Working data START

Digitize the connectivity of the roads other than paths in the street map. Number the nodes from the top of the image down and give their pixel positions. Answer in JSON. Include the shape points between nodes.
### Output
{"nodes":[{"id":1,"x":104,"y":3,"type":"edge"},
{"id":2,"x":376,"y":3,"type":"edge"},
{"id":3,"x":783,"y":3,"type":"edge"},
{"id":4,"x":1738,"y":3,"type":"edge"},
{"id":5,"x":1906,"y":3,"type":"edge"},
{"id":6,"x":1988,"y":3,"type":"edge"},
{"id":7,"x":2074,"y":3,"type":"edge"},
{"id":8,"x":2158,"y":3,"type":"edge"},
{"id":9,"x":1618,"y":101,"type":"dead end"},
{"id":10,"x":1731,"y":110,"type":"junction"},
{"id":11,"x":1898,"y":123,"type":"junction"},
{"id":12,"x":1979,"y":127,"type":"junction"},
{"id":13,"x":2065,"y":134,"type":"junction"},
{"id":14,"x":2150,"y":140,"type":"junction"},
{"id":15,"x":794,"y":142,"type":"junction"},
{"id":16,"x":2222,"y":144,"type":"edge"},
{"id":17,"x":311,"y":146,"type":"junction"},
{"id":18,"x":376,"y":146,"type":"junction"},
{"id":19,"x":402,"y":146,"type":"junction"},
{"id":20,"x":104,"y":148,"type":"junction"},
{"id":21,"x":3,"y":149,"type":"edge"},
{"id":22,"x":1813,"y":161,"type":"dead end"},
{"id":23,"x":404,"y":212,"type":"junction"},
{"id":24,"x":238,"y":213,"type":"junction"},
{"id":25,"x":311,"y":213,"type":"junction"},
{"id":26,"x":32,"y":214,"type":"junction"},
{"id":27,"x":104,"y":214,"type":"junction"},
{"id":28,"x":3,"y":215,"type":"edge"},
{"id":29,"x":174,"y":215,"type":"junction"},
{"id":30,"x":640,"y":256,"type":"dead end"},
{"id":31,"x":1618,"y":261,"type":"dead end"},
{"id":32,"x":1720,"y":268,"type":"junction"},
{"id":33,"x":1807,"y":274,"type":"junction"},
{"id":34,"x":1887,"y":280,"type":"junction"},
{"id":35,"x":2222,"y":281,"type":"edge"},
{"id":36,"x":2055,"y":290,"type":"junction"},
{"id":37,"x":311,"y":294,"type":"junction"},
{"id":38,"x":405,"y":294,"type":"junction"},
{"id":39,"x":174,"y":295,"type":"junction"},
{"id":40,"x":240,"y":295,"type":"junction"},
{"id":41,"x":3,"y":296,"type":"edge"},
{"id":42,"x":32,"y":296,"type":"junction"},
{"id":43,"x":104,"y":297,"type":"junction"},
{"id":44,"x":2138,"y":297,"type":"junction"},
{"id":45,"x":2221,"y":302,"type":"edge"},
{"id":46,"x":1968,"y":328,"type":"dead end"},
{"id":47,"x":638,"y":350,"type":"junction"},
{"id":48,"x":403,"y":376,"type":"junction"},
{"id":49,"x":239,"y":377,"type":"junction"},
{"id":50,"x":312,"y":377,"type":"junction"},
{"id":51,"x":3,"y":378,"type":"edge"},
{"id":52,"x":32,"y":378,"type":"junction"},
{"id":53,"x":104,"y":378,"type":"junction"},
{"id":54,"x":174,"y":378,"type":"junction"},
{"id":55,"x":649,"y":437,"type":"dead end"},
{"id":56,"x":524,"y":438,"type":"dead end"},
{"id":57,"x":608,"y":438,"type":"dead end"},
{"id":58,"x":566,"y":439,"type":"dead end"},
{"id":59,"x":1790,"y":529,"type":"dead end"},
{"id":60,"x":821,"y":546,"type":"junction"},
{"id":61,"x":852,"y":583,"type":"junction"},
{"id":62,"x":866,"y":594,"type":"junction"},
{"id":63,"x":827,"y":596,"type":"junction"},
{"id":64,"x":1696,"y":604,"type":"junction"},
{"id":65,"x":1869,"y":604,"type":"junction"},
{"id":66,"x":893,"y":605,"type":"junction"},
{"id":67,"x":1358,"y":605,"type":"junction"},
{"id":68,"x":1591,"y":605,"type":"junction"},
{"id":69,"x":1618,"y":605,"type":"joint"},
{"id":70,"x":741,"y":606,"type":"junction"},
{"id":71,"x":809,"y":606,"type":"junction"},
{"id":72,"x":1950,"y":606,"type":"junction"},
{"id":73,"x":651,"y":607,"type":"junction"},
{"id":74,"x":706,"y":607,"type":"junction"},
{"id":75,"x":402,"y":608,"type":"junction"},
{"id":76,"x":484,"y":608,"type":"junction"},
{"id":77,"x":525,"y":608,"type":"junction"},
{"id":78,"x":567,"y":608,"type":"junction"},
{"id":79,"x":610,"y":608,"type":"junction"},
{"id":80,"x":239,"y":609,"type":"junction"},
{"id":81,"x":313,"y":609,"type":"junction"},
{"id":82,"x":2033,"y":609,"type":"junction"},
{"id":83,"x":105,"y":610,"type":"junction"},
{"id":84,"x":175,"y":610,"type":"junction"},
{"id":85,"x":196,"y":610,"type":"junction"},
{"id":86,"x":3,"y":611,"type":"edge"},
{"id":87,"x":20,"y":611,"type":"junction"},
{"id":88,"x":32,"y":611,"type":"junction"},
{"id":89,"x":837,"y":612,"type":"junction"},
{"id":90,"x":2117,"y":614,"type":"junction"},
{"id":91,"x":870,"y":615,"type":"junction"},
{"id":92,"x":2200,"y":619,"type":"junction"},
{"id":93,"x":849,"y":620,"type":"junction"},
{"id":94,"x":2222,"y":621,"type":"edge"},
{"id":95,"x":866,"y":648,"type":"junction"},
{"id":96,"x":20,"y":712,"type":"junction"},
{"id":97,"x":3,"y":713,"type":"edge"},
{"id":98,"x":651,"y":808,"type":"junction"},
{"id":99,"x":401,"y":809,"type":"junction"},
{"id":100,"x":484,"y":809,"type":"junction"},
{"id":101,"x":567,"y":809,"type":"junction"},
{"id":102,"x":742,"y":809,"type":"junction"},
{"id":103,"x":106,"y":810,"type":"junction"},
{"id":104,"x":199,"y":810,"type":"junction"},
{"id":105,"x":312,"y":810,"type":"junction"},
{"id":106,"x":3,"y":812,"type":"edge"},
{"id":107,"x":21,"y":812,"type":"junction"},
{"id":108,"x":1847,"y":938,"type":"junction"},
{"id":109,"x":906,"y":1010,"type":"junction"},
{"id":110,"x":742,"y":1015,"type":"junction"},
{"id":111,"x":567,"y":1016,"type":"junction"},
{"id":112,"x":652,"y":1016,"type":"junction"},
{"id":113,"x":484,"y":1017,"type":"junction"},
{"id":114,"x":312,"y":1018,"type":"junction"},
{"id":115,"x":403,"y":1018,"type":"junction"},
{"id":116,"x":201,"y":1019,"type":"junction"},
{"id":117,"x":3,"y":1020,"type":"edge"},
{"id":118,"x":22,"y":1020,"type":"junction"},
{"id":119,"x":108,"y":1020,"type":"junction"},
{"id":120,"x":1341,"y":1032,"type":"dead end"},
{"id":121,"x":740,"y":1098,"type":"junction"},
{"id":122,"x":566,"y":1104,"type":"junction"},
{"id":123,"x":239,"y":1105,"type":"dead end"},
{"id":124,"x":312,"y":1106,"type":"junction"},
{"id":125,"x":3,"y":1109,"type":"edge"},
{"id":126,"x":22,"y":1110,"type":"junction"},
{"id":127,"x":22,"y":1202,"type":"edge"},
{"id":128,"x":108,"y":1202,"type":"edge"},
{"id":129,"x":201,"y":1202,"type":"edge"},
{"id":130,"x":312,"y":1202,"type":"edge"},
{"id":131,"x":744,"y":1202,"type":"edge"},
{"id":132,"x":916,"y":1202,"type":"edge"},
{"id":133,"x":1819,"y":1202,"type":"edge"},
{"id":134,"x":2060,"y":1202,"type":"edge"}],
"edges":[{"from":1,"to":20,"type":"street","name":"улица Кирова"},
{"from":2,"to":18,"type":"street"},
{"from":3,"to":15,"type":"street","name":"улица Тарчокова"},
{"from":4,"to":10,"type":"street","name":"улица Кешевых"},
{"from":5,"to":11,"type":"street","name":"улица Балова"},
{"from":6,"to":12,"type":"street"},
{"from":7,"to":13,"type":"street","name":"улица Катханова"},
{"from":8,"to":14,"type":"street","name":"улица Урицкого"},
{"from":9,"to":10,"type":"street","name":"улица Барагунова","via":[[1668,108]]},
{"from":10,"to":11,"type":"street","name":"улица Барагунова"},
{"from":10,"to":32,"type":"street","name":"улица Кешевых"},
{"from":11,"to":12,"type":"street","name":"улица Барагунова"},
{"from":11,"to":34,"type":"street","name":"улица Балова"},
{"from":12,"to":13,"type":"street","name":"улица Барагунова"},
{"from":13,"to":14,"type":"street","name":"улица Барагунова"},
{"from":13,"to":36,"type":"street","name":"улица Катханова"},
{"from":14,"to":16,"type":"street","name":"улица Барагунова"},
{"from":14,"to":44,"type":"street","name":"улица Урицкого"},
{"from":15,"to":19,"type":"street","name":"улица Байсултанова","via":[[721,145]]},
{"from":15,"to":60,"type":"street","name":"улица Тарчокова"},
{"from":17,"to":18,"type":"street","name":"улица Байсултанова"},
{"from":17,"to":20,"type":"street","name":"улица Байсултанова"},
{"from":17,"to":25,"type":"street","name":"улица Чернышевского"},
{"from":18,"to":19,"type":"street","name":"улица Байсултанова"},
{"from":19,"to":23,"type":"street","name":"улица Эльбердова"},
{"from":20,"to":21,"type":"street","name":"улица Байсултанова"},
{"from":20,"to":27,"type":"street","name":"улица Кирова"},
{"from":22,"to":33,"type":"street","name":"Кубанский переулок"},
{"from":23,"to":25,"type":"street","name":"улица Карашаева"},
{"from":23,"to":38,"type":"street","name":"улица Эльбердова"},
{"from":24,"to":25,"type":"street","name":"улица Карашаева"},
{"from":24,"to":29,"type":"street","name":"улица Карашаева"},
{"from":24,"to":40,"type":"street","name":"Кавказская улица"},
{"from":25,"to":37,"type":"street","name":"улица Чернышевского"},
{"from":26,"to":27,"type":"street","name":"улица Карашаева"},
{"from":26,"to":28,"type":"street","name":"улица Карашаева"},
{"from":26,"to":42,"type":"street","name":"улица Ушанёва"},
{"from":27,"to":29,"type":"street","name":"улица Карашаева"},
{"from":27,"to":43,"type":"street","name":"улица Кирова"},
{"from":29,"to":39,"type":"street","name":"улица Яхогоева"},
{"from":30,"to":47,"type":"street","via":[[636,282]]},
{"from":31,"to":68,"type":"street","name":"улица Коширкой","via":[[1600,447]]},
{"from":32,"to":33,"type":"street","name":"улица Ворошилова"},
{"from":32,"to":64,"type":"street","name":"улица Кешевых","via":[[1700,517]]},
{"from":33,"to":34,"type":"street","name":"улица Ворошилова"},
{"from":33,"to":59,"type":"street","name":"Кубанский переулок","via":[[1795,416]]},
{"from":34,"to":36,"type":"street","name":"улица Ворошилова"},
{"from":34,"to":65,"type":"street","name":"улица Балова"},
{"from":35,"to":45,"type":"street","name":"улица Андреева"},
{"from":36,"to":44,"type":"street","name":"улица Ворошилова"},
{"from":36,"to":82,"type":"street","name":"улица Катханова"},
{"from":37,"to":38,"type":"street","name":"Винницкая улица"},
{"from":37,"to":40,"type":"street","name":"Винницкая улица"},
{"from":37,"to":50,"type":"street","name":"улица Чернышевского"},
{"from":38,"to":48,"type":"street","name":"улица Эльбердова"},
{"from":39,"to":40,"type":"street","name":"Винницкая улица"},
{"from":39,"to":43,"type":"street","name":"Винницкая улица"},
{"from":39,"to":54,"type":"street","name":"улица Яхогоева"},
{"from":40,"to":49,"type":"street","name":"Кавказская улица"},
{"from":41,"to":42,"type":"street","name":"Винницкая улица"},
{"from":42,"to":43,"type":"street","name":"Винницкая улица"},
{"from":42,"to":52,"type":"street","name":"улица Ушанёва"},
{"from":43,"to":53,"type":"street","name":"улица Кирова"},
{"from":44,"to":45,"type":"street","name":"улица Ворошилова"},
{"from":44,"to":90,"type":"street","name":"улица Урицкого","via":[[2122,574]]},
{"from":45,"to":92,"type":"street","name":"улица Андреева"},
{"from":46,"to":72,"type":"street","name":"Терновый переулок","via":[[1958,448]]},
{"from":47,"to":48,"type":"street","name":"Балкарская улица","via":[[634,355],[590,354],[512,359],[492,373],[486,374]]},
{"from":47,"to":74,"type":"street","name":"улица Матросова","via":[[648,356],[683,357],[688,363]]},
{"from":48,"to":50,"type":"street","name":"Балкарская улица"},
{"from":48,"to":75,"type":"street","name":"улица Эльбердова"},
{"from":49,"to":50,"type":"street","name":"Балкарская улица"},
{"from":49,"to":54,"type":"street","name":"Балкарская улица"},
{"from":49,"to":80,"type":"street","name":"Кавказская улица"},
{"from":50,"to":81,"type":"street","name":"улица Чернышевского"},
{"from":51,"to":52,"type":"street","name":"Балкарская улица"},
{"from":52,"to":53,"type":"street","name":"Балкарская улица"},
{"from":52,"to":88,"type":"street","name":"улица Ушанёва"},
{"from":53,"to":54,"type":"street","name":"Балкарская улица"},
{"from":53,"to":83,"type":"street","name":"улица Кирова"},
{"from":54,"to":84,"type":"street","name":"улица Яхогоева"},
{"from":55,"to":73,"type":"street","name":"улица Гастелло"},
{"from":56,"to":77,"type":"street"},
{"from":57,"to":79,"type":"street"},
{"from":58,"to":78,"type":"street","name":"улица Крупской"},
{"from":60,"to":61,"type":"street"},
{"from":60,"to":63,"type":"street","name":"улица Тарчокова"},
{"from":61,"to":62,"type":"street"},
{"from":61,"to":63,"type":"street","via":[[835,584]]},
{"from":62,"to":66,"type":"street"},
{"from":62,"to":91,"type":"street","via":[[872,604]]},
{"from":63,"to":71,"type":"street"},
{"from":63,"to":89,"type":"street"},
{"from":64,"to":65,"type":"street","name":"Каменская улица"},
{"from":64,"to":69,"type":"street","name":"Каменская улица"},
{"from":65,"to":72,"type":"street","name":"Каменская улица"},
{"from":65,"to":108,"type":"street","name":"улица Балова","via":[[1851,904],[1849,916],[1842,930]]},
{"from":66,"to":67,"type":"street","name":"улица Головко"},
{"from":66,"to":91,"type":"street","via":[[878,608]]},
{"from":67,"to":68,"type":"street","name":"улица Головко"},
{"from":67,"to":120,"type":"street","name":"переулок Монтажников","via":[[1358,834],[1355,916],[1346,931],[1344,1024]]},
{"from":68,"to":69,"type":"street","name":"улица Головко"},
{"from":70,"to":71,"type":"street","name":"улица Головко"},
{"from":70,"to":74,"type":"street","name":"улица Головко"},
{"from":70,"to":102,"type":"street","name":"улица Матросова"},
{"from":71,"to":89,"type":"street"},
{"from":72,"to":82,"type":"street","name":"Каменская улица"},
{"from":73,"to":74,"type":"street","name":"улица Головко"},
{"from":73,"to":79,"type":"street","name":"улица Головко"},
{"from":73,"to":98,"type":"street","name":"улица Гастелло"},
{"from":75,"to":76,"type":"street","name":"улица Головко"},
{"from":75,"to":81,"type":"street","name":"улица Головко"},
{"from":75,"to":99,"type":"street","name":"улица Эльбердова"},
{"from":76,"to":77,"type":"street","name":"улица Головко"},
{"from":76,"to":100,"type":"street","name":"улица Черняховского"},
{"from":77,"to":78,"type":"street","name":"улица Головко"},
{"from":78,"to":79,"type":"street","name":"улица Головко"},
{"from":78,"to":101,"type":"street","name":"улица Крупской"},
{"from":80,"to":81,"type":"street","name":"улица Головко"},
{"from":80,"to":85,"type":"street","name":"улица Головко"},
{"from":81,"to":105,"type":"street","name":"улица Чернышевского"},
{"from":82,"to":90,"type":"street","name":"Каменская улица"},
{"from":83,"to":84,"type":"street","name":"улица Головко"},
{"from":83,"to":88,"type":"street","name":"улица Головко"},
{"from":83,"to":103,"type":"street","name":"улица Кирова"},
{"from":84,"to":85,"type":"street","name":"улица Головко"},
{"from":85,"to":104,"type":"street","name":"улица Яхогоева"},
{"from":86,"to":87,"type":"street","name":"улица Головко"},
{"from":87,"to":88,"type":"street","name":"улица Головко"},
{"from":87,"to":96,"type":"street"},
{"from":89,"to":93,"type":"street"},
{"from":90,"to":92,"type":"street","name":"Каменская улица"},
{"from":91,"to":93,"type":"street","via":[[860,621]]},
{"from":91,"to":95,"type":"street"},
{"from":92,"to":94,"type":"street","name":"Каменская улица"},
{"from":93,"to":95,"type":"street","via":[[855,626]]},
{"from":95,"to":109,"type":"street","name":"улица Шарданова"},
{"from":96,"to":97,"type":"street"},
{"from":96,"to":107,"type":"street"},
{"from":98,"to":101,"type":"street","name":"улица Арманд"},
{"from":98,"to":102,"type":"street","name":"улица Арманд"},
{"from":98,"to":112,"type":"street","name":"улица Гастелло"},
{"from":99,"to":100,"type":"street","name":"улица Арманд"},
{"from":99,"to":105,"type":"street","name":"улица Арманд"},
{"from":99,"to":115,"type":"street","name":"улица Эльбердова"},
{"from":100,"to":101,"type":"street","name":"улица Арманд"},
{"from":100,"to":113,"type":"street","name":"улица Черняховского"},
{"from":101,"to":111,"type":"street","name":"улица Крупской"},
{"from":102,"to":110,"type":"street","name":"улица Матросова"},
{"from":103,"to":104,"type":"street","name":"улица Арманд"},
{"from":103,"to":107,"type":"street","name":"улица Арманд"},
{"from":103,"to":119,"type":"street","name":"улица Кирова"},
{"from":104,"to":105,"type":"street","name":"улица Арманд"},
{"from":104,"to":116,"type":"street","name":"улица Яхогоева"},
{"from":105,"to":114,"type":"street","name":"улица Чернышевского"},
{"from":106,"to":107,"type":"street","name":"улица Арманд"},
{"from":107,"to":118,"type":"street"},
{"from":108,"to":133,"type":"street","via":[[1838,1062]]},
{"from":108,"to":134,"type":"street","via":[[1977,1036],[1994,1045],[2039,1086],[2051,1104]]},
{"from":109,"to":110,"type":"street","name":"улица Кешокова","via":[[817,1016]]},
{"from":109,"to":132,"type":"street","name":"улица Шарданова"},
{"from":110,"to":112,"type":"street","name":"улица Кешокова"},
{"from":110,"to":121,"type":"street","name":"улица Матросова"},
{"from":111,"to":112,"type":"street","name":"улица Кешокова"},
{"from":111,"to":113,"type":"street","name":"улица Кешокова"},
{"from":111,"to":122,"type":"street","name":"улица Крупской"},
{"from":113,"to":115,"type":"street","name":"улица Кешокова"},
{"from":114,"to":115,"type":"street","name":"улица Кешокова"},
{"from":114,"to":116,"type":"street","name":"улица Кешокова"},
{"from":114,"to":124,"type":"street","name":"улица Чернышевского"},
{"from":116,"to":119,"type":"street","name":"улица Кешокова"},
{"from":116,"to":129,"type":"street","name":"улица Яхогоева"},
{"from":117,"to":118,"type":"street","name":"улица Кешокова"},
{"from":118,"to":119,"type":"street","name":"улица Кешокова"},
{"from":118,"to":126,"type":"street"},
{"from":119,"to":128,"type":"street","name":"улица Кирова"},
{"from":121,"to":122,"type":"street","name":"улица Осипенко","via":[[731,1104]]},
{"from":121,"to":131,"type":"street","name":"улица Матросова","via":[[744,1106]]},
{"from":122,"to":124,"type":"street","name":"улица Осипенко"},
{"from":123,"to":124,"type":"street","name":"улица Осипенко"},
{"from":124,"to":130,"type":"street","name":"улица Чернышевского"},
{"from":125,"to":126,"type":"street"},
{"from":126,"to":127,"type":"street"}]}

Working data END

Say how many lines of the material above include the word "Карашаева", giving the number alone.

6